Nos asomamos desde lo alto y
se podían distinguir las espumas blancas avanzando en la oscuridad. Aquello
tenía muy buena pinta, el mar ordenado y sin viento. Me informó, y esta vez sin
refranes, que tardaríamos unos veinte minutos en llegar a la lastra que nos
llevaría hasta el canal. Emprendió la bajada por un camino angosto lleno de
tojos y le seguí. Cuando estábamos llegando empezaba a amanecer y se vislumbraban
las grandes rocas redondas de color negro. Me hizo una señal de silencio con el
dedo y susurró por lo bajini: ¡ssshhh: focas! A lo que estuve a punto de
contestarle, por los menos en rima, que las focas de las rocas me tocan las pelotas,
pero me contuve. Había que tener cuidado
con ellas y no acercarse mucho: había visto videos de algunos surferos
perseguidos por focas, y un mordisco con aquellos colmillos imponía bastante
respeto. Según nos aproximábamos a nuestro destino, el número de focas
aumentaba exponencialmente; en algunos momentos tenías que tener cuidado de no
tropezar con ellas, ya que sus lomos se camuflaban con el color de las rocas. Algunas
se escondían entre los matojos de los laterales y podían aparecer de repente,
asustadas, y morderte una pierna. Llegó un momento en que nos cortaron el paso.
Se postraron un par de ellas en medio y no había forma de continuar el trayecto;
cuando lo intentábamos, emitían una especie de gruñidos, como si fuesen los
rugidos de un león, y no sólo eso, sino que nos mostraban unos colmillos que
tendrían más de diez centímetros.
Para mi sorpresa, el zagal
empezó a repucharse, cada vez más.
Le sugerí que les lanzásemos piedras para que despejasen el camino; pero dijo que
aquello sería peor, ya que podrían sentirse intimidadas y atacarnos, y que la
opción inteligente sería regresar.

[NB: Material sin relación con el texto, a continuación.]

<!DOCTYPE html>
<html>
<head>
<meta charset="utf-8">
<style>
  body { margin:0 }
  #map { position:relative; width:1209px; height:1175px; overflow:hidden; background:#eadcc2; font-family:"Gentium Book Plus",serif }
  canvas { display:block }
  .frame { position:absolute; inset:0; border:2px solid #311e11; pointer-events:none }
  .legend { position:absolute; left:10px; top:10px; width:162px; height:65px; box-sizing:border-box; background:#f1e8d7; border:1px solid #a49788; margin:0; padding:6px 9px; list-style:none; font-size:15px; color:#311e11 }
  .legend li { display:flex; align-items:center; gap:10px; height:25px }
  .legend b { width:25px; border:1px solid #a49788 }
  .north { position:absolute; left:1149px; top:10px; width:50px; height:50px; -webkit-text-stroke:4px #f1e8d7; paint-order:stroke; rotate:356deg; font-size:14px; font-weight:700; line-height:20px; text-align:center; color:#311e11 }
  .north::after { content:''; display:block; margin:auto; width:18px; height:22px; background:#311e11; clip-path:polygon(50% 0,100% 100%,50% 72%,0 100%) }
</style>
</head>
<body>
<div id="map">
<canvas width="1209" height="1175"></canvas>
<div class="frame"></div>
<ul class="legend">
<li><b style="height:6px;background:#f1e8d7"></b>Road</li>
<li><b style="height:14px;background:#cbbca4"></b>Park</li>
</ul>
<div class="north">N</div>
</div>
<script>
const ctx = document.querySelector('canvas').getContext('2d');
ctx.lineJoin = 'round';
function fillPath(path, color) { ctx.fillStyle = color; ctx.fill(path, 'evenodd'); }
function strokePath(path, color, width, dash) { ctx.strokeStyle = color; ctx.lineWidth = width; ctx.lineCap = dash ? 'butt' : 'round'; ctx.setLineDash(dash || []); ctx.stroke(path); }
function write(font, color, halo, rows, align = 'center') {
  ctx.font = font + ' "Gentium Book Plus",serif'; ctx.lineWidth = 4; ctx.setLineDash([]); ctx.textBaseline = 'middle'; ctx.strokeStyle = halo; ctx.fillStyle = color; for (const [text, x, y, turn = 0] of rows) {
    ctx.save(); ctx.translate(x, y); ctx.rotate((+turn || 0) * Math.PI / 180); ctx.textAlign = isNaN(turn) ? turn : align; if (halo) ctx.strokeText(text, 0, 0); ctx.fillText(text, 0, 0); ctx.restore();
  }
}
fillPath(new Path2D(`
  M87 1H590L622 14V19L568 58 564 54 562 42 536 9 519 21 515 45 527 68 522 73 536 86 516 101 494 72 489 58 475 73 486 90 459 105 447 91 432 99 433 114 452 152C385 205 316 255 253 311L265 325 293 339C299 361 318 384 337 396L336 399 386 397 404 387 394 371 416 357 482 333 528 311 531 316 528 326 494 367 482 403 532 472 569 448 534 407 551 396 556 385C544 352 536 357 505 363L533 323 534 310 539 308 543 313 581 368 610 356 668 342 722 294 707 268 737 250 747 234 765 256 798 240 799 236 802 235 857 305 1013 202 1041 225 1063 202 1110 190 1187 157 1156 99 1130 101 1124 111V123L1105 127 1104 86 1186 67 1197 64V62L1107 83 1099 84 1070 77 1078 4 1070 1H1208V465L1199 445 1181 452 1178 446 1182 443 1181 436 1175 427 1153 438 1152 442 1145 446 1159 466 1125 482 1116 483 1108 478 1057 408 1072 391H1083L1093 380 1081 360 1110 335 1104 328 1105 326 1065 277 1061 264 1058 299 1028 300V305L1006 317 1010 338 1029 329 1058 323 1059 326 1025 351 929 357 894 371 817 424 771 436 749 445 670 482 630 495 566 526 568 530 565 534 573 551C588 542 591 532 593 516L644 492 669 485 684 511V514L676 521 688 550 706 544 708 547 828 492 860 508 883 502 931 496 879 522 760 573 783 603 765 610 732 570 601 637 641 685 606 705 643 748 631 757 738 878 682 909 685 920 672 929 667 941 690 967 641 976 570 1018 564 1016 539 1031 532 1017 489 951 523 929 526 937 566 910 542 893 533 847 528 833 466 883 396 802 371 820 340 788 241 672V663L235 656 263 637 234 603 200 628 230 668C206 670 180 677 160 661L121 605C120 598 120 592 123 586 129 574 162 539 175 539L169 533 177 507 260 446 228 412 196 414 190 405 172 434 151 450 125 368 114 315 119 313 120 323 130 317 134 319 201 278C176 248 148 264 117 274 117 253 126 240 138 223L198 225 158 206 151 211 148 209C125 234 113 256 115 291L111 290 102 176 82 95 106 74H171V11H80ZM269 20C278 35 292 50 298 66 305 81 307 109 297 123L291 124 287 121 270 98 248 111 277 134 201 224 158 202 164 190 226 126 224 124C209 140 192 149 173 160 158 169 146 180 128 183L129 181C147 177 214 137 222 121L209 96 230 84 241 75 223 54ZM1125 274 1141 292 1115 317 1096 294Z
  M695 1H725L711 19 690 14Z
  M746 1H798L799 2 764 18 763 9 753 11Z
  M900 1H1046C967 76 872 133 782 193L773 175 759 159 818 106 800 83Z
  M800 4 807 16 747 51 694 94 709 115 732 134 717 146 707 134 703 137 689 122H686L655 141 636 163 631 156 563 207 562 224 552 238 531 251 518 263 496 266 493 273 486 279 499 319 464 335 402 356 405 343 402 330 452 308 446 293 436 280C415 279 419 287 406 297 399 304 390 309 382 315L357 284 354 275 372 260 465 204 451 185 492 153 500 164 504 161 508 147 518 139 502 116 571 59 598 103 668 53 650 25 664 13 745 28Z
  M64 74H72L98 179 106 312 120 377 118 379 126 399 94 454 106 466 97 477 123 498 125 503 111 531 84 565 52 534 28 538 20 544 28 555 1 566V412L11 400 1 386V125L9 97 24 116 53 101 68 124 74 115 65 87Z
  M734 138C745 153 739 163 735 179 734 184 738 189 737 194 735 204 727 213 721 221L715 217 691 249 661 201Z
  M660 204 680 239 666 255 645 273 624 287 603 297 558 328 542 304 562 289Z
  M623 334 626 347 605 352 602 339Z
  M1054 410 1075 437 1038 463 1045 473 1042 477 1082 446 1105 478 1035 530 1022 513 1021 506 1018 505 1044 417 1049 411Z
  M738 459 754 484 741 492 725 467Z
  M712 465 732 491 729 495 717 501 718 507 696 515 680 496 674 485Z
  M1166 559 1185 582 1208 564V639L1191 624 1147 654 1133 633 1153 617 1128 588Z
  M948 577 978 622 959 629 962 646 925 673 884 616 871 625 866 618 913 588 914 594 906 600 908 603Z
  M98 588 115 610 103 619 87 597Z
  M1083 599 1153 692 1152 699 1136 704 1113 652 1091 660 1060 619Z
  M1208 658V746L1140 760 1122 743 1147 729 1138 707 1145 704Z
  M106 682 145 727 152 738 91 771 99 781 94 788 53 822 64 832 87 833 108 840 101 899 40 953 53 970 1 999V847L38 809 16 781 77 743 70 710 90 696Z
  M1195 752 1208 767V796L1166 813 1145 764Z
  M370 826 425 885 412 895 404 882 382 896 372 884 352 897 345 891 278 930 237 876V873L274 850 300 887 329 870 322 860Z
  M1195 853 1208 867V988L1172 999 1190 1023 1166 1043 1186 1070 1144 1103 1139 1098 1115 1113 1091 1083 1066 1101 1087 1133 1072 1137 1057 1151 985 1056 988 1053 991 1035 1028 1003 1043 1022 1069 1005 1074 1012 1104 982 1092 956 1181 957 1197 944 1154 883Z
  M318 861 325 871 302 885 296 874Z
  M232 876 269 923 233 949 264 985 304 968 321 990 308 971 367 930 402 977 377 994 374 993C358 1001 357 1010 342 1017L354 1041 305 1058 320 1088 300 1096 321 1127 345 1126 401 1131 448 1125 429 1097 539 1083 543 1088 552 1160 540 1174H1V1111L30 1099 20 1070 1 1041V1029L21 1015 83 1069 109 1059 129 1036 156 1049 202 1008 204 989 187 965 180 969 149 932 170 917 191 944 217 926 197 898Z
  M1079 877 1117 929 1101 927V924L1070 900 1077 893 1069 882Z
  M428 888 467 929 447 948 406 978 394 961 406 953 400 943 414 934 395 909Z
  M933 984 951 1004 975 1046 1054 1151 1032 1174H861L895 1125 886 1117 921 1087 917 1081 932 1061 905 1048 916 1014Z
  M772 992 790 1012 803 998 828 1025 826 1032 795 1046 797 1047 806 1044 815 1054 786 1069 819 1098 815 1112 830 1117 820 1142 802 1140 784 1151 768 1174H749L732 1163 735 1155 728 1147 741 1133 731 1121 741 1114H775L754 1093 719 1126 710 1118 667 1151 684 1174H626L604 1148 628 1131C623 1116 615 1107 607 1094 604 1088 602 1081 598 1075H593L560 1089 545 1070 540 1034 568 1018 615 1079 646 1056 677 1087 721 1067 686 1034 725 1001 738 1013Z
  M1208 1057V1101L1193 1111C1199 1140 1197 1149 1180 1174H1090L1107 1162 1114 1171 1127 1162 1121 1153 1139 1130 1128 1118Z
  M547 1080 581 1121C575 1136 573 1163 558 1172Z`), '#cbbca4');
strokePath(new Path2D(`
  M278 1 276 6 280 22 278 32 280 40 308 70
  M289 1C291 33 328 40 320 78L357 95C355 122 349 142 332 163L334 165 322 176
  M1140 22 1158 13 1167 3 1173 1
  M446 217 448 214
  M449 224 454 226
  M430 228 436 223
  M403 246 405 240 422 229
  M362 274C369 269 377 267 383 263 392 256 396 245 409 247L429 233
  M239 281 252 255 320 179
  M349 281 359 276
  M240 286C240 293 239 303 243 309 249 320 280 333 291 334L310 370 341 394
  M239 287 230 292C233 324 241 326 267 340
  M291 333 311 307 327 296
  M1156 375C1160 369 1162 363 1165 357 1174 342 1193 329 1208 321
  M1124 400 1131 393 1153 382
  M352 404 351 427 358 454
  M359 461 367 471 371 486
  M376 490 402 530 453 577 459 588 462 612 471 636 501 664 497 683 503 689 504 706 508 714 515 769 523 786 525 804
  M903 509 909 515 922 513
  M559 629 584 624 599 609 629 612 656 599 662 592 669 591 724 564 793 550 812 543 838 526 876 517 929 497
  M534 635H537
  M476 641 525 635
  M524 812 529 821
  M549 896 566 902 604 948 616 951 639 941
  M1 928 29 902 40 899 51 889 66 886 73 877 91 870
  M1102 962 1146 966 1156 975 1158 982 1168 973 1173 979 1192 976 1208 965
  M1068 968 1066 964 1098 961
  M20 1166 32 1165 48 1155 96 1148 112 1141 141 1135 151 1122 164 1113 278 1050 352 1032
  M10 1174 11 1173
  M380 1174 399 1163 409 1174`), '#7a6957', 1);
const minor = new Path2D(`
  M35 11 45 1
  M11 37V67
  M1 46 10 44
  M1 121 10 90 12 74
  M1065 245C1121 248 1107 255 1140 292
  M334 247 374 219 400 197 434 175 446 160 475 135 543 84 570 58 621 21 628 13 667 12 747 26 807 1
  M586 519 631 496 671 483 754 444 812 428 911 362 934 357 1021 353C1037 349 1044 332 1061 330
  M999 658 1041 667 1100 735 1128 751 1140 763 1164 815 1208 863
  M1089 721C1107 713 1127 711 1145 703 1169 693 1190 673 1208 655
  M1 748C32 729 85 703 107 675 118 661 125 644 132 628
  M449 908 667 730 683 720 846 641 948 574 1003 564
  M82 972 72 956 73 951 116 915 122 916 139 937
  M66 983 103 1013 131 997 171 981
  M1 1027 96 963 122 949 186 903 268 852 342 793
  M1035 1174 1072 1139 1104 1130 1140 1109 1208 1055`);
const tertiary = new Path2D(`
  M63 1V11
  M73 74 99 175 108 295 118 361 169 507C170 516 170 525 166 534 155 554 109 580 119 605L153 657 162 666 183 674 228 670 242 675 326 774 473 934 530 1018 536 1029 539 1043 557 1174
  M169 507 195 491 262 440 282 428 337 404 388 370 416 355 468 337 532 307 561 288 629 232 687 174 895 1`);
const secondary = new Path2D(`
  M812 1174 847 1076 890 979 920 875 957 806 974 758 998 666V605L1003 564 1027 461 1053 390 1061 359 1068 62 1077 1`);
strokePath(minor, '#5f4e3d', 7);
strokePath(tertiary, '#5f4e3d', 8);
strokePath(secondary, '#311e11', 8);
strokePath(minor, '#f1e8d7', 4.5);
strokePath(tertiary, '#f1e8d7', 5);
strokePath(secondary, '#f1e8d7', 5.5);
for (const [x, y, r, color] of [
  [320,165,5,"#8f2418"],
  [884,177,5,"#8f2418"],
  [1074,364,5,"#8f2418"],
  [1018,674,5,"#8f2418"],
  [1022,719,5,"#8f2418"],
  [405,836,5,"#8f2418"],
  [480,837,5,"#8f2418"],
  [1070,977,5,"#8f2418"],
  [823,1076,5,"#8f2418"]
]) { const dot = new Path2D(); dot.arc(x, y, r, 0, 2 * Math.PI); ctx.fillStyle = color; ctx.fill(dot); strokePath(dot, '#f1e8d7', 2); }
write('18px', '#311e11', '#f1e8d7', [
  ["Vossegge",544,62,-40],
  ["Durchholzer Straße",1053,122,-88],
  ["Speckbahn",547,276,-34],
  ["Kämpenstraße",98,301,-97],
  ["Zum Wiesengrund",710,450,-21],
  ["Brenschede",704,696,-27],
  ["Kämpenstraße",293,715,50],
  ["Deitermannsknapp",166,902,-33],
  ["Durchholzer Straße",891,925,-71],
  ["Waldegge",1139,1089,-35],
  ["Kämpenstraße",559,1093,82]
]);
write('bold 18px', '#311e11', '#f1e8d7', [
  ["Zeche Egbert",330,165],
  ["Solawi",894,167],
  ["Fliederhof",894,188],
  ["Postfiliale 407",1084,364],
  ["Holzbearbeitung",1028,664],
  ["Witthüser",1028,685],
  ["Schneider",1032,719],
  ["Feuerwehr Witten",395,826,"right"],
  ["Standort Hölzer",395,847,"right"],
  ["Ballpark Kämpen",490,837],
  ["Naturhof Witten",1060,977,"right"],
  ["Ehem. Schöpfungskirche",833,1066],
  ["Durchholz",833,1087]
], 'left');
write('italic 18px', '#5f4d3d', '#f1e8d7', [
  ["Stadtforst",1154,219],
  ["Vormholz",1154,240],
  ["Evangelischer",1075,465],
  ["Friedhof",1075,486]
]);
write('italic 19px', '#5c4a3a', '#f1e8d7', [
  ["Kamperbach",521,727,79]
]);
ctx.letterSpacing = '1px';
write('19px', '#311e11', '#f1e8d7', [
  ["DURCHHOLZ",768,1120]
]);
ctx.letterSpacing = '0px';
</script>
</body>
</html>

En la vuelta, algunas de las focas que
habíamos superado antes, que se contaban por cientos, nos habían bloqueado
también el camino ascendente. Por fortuna, éstas no eran tan bravas como las dos
jefas anteriores y pudimos sortearlas sigilosamente. Al llegar arriba, noté que
estaba empapado de sudor, probablemente de la tensión o del terror que en
algunos momentos habíamos sentido. No habíamos podido surfear, pero di gracias
de estar entero.
Nos despedimos y, como no
podía ser de otra forma, me dijo: lo bueno, si breve, dos veces bueno. No supe
si darle un puñetazo o abrazarle. Opté por lo segundo. Y pensé que el puñetero
refranero, con sus frases hechas y refranes, tenía una actitud muy positiva
para afrontar situaciones como aquella.
Como no había dormido en toda
la noche, regresé a la pensión limpio de salitre.
Se habían marchado, lo cual agradecí enormemente. Me metí en la cama y, con una
sonrisa, me dije totalmente influenciado por el puñetero: “Me dieron tantos besos que me gustaron más que el queso!” Al fin y
al cabo, mi experiencia en Rascamar no había estado tan mal.